The takeaways regarding that particular street takeover are telling: reckless drivers “performing stunts for a few hours” before officers from the “disbanded traffic division” intervened and dropped the hammer on the illegal car show.

The equation is quite simple and foreseeable: fewer cops equal more criminality.

We’ve also tallied fatalities from street takeovers, as depicted in the following brief video out of Compton, California:

Another fatality stemming from a street takeover took two lives; the Fort Worth PD posted its strategies to end these illegal events:

How does a law enforcement agency combat this brand of outrageous behavior and retake usurped streets with already depleted ranks? Portland cobbled together what it could and employed some equipment (drones record evidence and details such as auto license plates and pedestrian inciters; police canines help disperse crowds). Generally, though, mutual aid is the mainstay.

The police entity whose jurisdiction requires help reaches out to neighboring city and county law enforcement organizations and/or the state police, requesting reinforcements to get a handle on the matter as pronto as possible. Since most law enforcement agencies in America are considered small, with minimal resources, mutual aid is the option.

Larger agencies with a high concentration of police precincts, such as the NYPD spanning five boroughs (counties), cover sectors that neighbor each other. So, any street takeovers are dealt with by the precinct cops where the unsafe conditions are transpiring, aided by surrounding-area precinct squads, aka calling for reinforcements (the cavalry).
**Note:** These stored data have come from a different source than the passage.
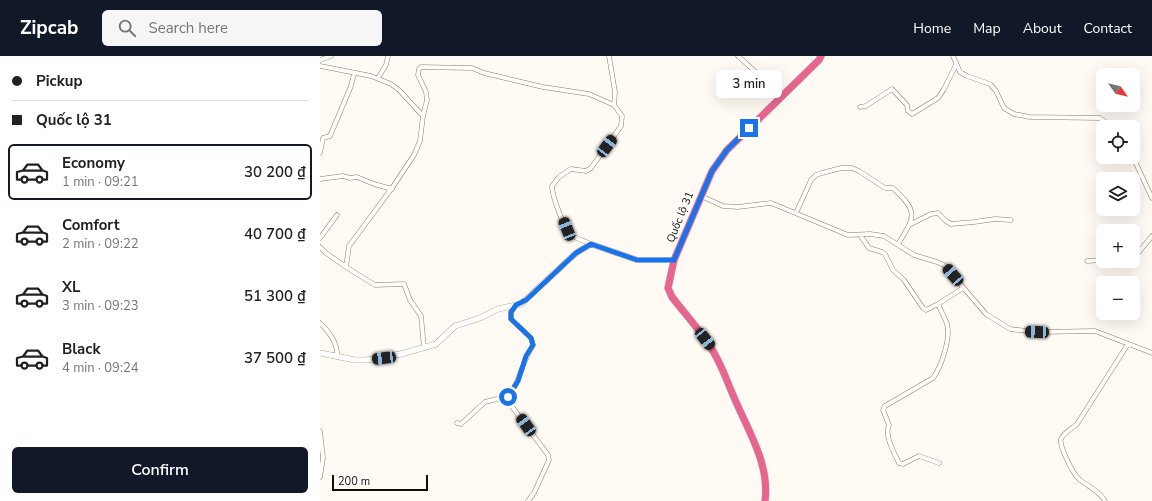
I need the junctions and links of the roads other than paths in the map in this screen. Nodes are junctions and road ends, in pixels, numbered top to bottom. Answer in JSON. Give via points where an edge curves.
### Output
{"nodes":[{"id":1,"x":331,"y":56,"type":"edge"},
{"id":2,"x":388,"y":56,"type":"edge"},
{"id":3,"x":609,"y":56,"type":"edge"},
{"id":4,"x":738,"y":56,"type":"edge"},
{"id":5,"x":821,"y":56,"type":"edge"},
{"id":6,"x":953,"y":56,"type":"edge"},
{"id":7,"x":320,"y":60,"type":"edge"},
{"id":8,"x":956,"y":65,"type":"junction"},
{"id":9,"x":320,"y":66,"type":"edge"},
{"id":10,"x":354,"y":74,"type":"junction"},
{"id":11,"x":378,"y":78,"type":"junction"},
{"id":12,"x":782,"y":96,"type":"junction"},
{"id":13,"x":614,"y":105,"type":"junction"},
{"id":14,"x":860,"y":107,"type":"dead end"},
{"id":15,"x":423,"y":116,"type":"junction"},
{"id":16,"x":1103,"y":120,"type":"edge"},
{"id":17,"x":320,"y":154,"type":"edge"},
{"id":18,"x":1136,"y":164,"type":"edge"},
{"id":19,"x":320,"y":179,"type":"edge"},
{"id":20,"x":392,"y":189,"type":"junction"},
{"id":21,"x":701,"y":196,"type":"junction"},
{"id":22,"x":1152,"y":198,"type":"edge"},
{"id":23,"x":796,"y":213,"type":"junction"},
{"id":24,"x":337,"y":215,"type":"dead end"},
{"id":25,"x":1011,"y":220,"type":"dead end"},
{"id":26,"x":911,"y":224,"type":"junction"},
{"id":27,"x":860,"y":235,"type":"junction"},
{"id":28,"x":1152,"y":236,"type":"edge"},
{"id":29,"x":320,"y":238,"type":"edge"},
{"id":30,"x":591,"y":244,"type":"junction"},
{"id":31,"x":898,"y":244,"type":"junction"},
{"id":32,"x":320,"y":247,"type":"edge"},
{"id":33,"x":1140,"y":251,"type":"edge"},
{"id":34,"x":674,"y":260,"type":"junction"},
{"id":35,"x":1096,"y":260,"type":"edge"},
{"id":36,"x":1087,"y":261,"type":"dead end"},
{"id":37,"x":346,"y":267,"type":"junction"},
{"id":38,"x":963,"y":288,"type":"junction"},
{"id":39,"x":938,"y":304,"type":"junction"},
{"id":40,"x":516,"y":305,"type":"junction"},
{"id":41,"x":320,"y":323,"type":"edge"},
{"id":42,"x":1128,"y":344,"type":"junction"},
{"id":43,"x":424,"y":348,"type":"junction"},
{"id":44,"x":320,"y":353,"type":"edge"},
{"id":45,"x":1152,"y":353,"type":"edge"},
{"id":46,"x":337,"y":356,"type":"junction"},
{"id":47,"x":505,"y":397,"type":"junction"},
{"id":48,"x":457,"y":423,"type":"dead end"},
{"id":49,"x":320,"y":432,"type":"edge"},
{"id":50,"x":939,"y":463,"type":"dead end"},
{"id":51,"x":320,"y":477,"type":"edge"},
{"id":52,"x":528,"y":501,"type":"edge"},
{"id":53,"x":765,"y":501,"type":"edge"},
{"id":54,"x":1105,"y":501,"type":"edge"}],
"edges":[{"from":1,"to":7,"type":"street"},
{"from":2,"to":11,"type":"street"},
{"from":3,"to":13,"type":"street","via":[[615,92]]},
{"from":4,"to":12,"type":"street"},
{"from":5,"to":12,"type":"highway","name":"Quốc lộ 31"},
{"from":6,"to":8,"type":"street"},
{"from":8,"to":14,"type":"street","via":[[938,98],[912,114],[892,89],[866,106]]},
{"from":8,"to":16,"type":"street","via":[[962,74],[990,84],[1004,108],[1014,114]]},
{"from":9,"to":10,"type":"street"},
{"from":10,"to":11,"type":"street"},
{"from":10,"to":17,"type":"street","via":[[330,136],[323,138]]},
{"from":11,"to":15,"type":"street","via":[[399,90]]},
{"from":12,"to":21,"type":"highway","name":"Quốc lộ 31","via":[[727,150],[712,171]]},
{"from":13,"to":15,"type":"street","via":[[589,94],[543,87],[472,68],[424,66],[418,72],[427,100]]},
{"from":13,"to":30,"type":"street","via":[[621,112],[621,126],[592,168],[586,171],[571,169],[559,177],[552,186],[567,229],[571,234]]},
{"from":15,"to":20,"type":"street","via":[[420,141]]},
{"from":18,"to":22,"type":"street"},
{"from":19,"to":20,"type":"street","via":[[357,177]]},
{"from":20,"to":37,"type":"street","via":[[349,246]]},
{"from":21,"to":23,"type":"street","via":[[723,206],[771,203]]},
{"from":21,"to":34,"type":"highway","name":"Quốc lộ 31"},
{"from":23,"to":26,"type":"street","via":[[813,177],[845,168],[859,171],[885,188],[893,188],[909,205]]},
{"from":23,"to":27,"type":"street","via":[[848,235]]},
{"from":24,"to":29,"type":"street"},
{"from":25,"to":26,"type":"street","via":[[995,218],[951,224],[938,213],[934,213]]},
{"from":26,"to":31,"type":"street"},
{"from":27,"to":31,"type":"street","via":[[884,236]]},
{"from":27,"to":39,"type":"street","via":[[869,248],[885,254],[893,270],[904,280],[923,308],[926,310]]},
{"from":28,"to":33,"type":"street"},
{"from":30,"to":34,"type":"street","via":[[637,260]]},
{"from":30,"to":40,"type":"street","via":[[576,253],[526,300]]},
{"from":31,"to":38,"type":"street","via":[[914,254],[940,263]]},
{"from":32,"to":37,"type":"street"},
{"from":34,"to":53,"type":"highway","name":"Quốc lộ 31","via":[[669,282],[670,293],[711,348],[723,369],[759,453],[766,476]]},
{"from":35,"to":36,"type":"street"},
{"from":37,"to":43,"type":"street","via":[[375,285],[404,284],[410,300],[421,316]]},
{"from":38,"to":39,"type":"street"},
{"from":38,"to":42,"type":"street","via":[[986,314],[1010,329],[1037,332],[1090,330]]},
{"from":39,"to":50,"type":"street","via":[[948,330],[940,368],[933,378],[885,406],[884,410],[889,425],[888,434],[899,463],[903,464],[919,456]]},
{"from":40,"to":43,"type":"street","via":[[498,308],[480,318],[455,326],[441,340]]},
{"from":40,"to":47,"type":"street","via":[[511,312],[511,319],[531,338],[533,345],[526,356],[518,381],[510,395]]},
{"from":41,"to":46,"type":"street","via":[[337,347]]},
{"from":42,"to":45,"type":"street"},
{"from":42,"to":54,"type":"street","via":[[1077,424],[1061,440],[1076,476],[1099,492]]},
{"from":43,"to":46,"type":"street","via":[[366,360]]},
{"from":44,"to":46,"type":"street"},
{"from":47,"to":48,"type":"street","via":[[485,402],[461,424]]},
{"from":47,"to":52,"type":"street","via":[[549,457]]},
{"from":49,"to":51,"type":"street","via":[[323,451]]}]}
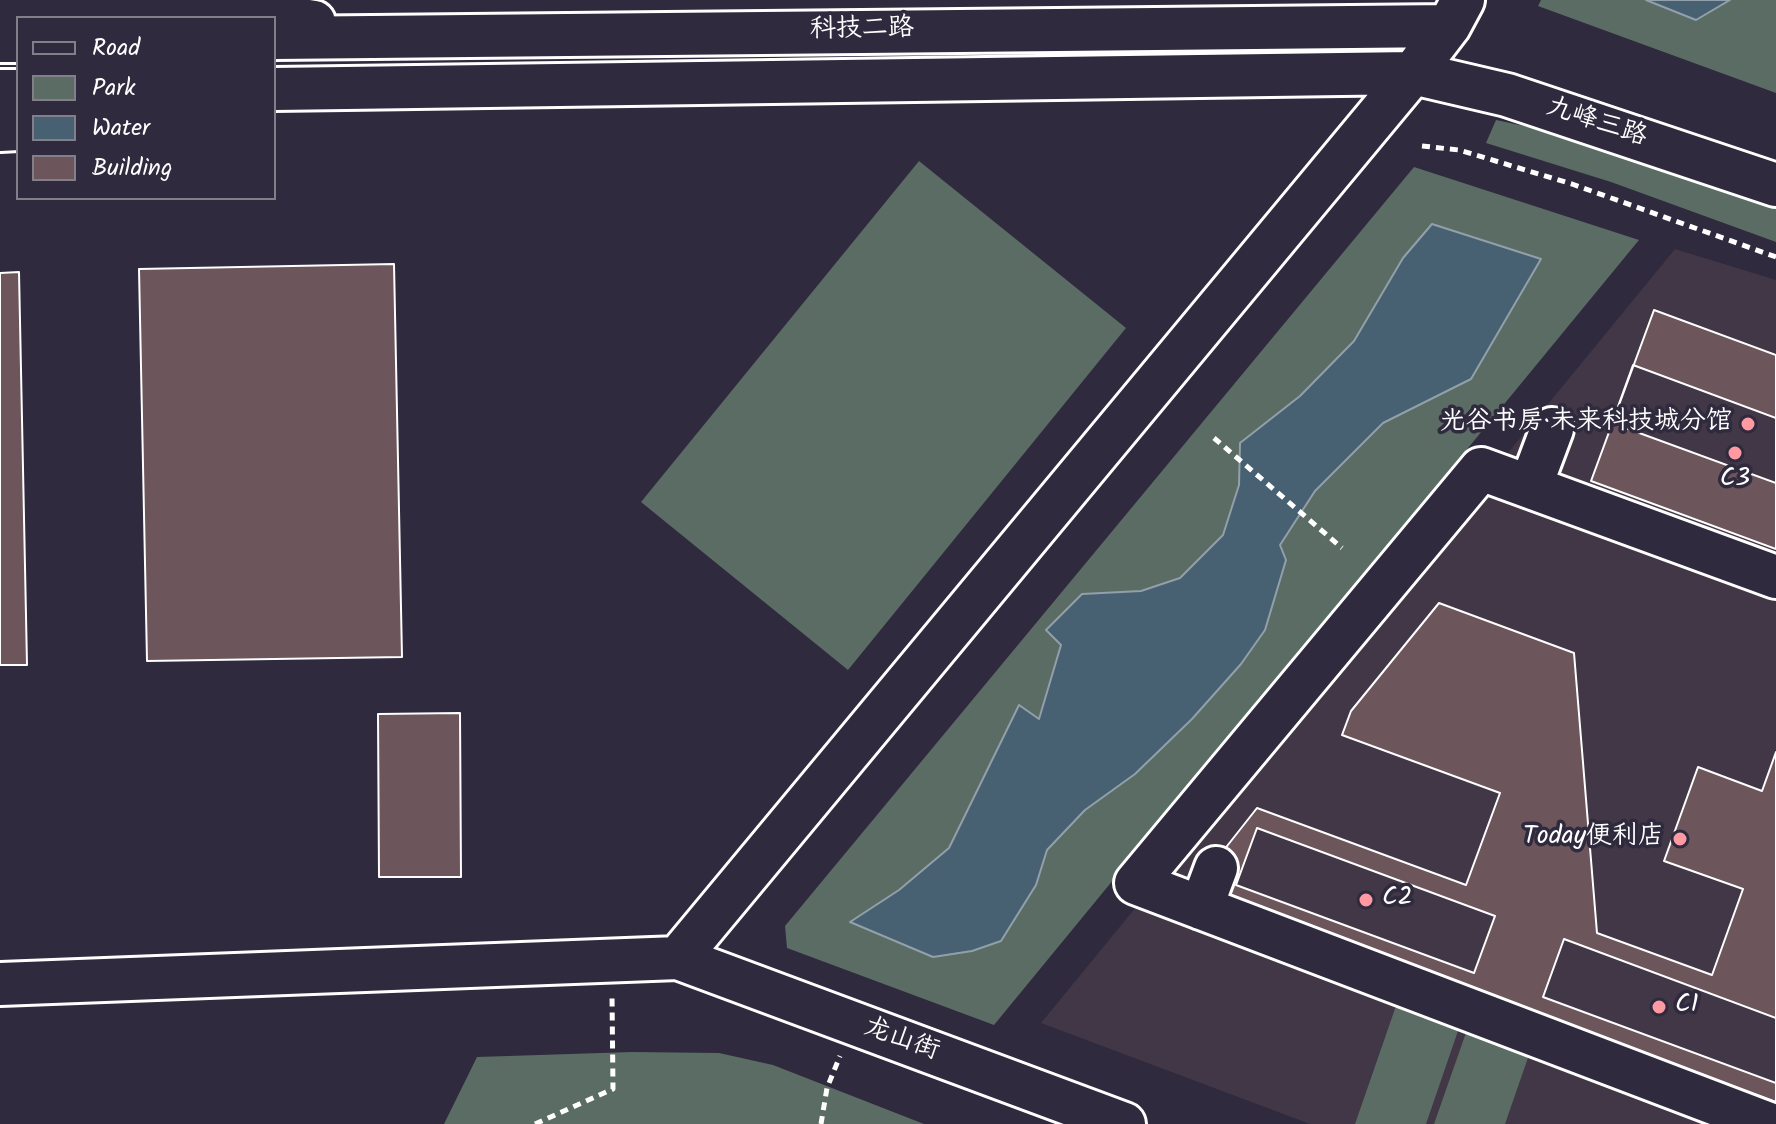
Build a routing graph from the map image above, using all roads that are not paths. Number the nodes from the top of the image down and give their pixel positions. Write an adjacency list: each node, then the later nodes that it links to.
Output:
1 (0, 6): 3 (street)
2 (1456, 13): 3 (street, 科技二路); 5 (street)
3 (402, 36): 4 (street, 科技二路)
4 (276, 38)
5 (1413, 73): 6 (street, 科技二路); 9 (street, 九峰三路); 15 (street)
6 (405, 88): 7 (street, 科技二路); 8 (street)
7 (276, 89)
8 (276, 118)
9 (1776, 185)
10 (1552, 429): 11 (street)
11 (1531, 485): 12 (street); 14 (street)
12 (1776, 577)
13 (1216, 868): 14 (street)
14 (1201, 908): 18 (street)
15 (678, 958): 16 (street); 17 (street, 龙山街)
16 (0, 984)
17 (1124, 1124)
18 (1769, 1124)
In that context, one way for cops to squash the street takeover fad and discourage further fanfare is to make arrests, issue citations, and impound the autos used in the illegal activity.

Street takeovers are so chronic in Los Angeles that the LAPD launched its Street Racing and Takeover Task Force:

The NYPD is fortunate enough to have an in-house wrecker service to respond and take lawful custody of cars, motorcycles, and ATVs…after each is identified as having been used in the commission of a crime.

Customarily, police departments and sheriff’s offices have formal arrangements with various wrecker services compiled on what is known as a rotation list. Upon request by an officer working a scene where a car is to be towed/impounded, a public safety dispatcher contacts the wrecker service atop the list, the next one in line moving up the list for the next police incident necessitating towing services.

Why do I throw in that tidbit? The towing fees are not nominal and signing all release forms is the sole responsibility of the registered owner, not just anyone they wish to send to retrieve their impounded auto(s).

Indeed, it is not a comfy process to get one’s vehicle out of impound. Perhaps that will dissuade others, discouraging street takeover involvement. Who knows?

In any event, this lawlessness, like many others, is another ridiculous drain on police resources. Nevertheless, cops strategize and respond as best possible, as usual.